III. Count V - Unfair Competition
Count V of the Complaint sets forth a claim for False Designation of Origin and Unfair Competition under 15 U.S.C. § 1125. As with a trademark infringement claim under the Lanham Act, a plaintiff must also establish the jurisdictional "interstate commerce" requirement and likelihood of confusion. See id.; St. Charles Mfg. Co. v. St. Charles Furniture Corp., 482 F. Supp. 397, 403 (N.D. Ill. 1979). In line with its arguments under the trademark infringement counts, Prime Tech argues it is entitled to Summary Judgment on this count. For the reasons stated above, Prime Tech's Motion for Summary Judgment is denied with respect to the interstate commerce issue, and Summary Judgment is granted in Best Western's favor on the likelihood of confusion issue.

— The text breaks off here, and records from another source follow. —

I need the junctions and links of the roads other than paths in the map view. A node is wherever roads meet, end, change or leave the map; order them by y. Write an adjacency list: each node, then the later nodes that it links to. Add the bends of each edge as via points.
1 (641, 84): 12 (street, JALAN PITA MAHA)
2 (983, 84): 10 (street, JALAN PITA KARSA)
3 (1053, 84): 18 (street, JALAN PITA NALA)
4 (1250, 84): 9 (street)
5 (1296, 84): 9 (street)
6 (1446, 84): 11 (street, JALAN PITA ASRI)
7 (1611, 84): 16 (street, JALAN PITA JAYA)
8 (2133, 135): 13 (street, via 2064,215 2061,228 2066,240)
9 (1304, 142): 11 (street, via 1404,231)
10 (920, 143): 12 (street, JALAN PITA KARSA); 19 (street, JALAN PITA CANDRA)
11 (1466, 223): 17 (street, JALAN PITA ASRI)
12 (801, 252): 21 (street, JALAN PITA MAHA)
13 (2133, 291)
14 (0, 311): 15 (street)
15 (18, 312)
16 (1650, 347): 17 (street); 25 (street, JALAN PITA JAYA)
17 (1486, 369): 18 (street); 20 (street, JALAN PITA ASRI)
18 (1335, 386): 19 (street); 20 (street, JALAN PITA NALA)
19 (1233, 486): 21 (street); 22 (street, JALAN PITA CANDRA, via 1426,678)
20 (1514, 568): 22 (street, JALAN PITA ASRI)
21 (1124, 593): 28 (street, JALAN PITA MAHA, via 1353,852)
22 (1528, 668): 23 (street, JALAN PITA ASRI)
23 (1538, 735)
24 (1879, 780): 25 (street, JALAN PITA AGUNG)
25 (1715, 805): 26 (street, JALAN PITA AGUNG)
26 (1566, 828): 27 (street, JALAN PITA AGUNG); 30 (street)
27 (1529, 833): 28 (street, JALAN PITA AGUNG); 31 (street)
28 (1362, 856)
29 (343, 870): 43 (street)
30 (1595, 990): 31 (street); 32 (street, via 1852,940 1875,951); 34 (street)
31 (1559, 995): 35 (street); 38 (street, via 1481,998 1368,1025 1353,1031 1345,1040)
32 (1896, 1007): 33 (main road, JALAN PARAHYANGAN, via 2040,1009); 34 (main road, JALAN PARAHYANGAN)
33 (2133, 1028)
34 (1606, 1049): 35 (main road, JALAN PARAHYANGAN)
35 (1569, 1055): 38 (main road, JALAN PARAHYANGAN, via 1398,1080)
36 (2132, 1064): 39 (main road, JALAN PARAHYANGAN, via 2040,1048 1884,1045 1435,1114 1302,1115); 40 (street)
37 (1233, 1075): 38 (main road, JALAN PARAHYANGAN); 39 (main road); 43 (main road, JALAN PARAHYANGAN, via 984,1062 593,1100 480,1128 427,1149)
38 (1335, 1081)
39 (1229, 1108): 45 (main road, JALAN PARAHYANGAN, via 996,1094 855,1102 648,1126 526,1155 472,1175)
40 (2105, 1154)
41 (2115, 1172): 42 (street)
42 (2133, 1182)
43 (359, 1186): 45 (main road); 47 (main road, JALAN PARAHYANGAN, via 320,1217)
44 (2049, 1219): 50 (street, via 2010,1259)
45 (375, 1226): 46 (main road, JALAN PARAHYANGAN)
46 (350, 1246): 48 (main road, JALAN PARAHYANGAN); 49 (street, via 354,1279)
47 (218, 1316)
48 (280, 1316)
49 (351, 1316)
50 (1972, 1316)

VI. Count VI --Trademark Dilution
Count VI of the Complaint sets forth a claim of Federal Trademark Dilution under 15 U.S.C. §1125. Section 1125(c) entitles the owner of a famous trademark an injunction against another person's commercial use of the mark. The owner may also recover additional remedies under Section 1117(a), but only if the offending use is first used in commerce after October 6, 2006. 15 U.S.C. § 1125(c)(5). Prime Tech argues that because it is no longer using the Best Western signs in any way, and they came down well before October 6, 2006, Summary Judgment on this Count is proper. In its Response to Prime Tech's Motion for Summary Judgment, Best Western did not respond to this argument, and the Court therefore construes this portion of the Motion as uncontested. Accordingly, Prime Tech's Motion for Summary Judgment on Count VI is granted.
For the reasons set forth above, Prime Tech's Motion for Summary Judgment [#20] is GRANTED with respect to Counts I, II, III, and VI, and DENIED with respect to Counts IV, V, and VII. Additionally, the Court enters Judgment in favor of Best Western on the issue of likelihood of confusion, which is relevant to Counts IV, V, and VII.
ENTERED this 20th day of April, 2007.